→ Assigned task: I need each line of the entries below that includes the string "italic".

→ Recorded data:
───
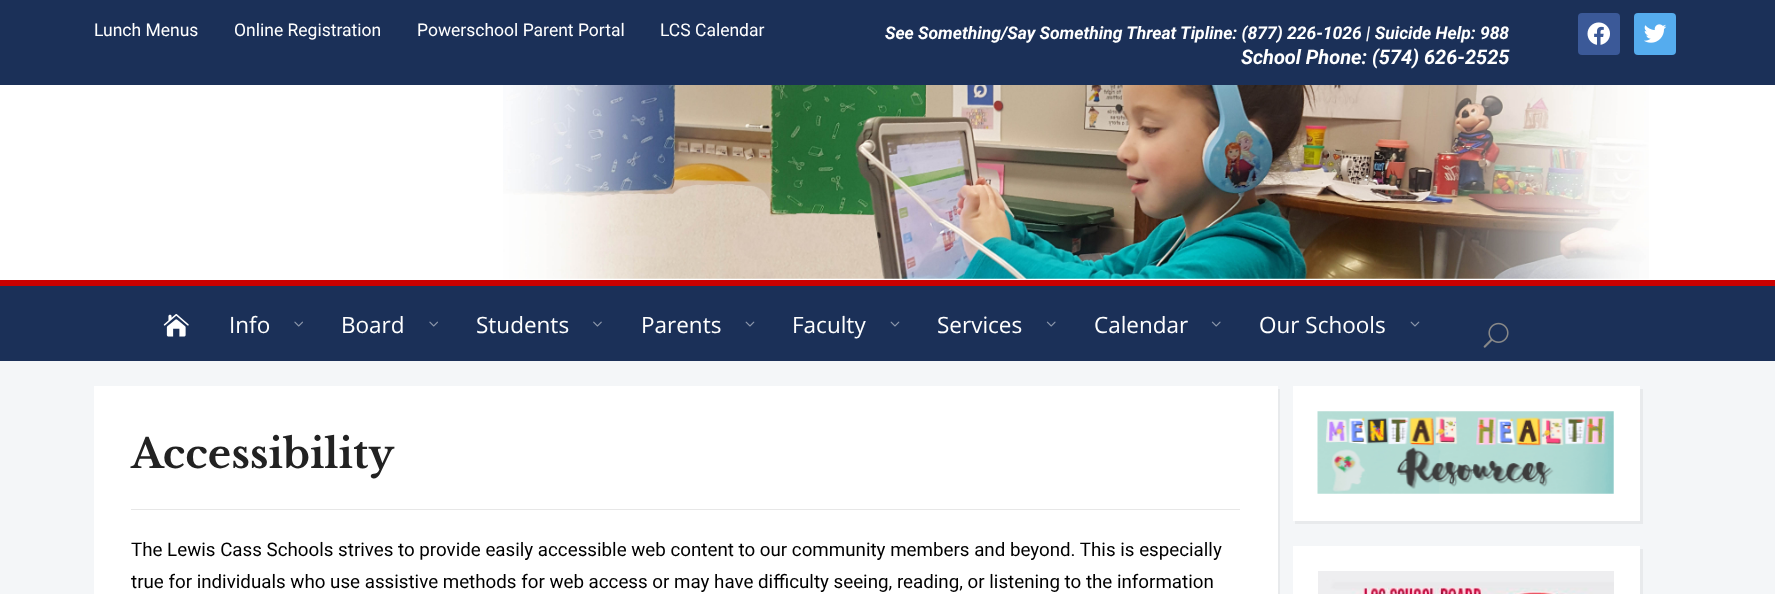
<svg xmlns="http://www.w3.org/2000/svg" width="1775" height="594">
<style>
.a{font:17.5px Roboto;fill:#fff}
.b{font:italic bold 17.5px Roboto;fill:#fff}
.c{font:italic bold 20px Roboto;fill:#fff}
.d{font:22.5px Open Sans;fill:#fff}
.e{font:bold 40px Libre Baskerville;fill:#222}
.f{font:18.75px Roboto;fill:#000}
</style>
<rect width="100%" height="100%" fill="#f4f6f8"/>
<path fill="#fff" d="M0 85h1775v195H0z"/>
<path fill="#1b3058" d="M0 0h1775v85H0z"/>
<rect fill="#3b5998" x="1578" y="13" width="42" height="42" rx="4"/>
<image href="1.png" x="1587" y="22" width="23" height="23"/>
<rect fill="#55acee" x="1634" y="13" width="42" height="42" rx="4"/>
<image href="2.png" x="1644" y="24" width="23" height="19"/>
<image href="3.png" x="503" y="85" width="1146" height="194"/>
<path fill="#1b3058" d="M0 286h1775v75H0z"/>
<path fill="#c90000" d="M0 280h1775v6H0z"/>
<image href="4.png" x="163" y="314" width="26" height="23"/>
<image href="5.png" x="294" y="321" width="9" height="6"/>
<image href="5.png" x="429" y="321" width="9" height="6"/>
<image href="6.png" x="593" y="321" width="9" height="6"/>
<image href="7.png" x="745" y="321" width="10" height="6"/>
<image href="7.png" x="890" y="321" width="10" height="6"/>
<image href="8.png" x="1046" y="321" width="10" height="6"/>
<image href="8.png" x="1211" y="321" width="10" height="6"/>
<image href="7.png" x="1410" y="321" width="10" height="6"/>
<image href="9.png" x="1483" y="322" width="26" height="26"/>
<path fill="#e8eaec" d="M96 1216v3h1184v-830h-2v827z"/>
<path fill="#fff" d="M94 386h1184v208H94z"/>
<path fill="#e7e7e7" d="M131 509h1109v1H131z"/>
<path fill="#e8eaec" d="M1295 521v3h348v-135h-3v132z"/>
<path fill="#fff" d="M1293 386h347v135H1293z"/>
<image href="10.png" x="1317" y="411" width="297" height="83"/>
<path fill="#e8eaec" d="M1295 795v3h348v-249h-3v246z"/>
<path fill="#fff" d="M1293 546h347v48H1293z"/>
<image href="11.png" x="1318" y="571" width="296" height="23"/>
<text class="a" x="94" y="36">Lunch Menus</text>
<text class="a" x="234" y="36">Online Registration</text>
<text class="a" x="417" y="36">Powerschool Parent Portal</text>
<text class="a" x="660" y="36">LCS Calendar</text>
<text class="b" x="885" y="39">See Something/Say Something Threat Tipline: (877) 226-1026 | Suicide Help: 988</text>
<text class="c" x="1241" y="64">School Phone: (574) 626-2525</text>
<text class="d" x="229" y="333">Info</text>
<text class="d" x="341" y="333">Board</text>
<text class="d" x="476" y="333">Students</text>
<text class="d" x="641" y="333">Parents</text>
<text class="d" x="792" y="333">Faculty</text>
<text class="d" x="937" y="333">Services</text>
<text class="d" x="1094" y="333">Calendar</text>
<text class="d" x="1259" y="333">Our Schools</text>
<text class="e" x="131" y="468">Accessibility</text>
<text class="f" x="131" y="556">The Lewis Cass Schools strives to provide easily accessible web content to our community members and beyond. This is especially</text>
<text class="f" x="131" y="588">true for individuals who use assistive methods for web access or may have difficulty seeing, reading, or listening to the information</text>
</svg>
───
→ Expected answer:
.b{font:italic bold 17.5px Roboto;fill:#fff}
.c{font:italic bold 20px Roboto;fill:#fff}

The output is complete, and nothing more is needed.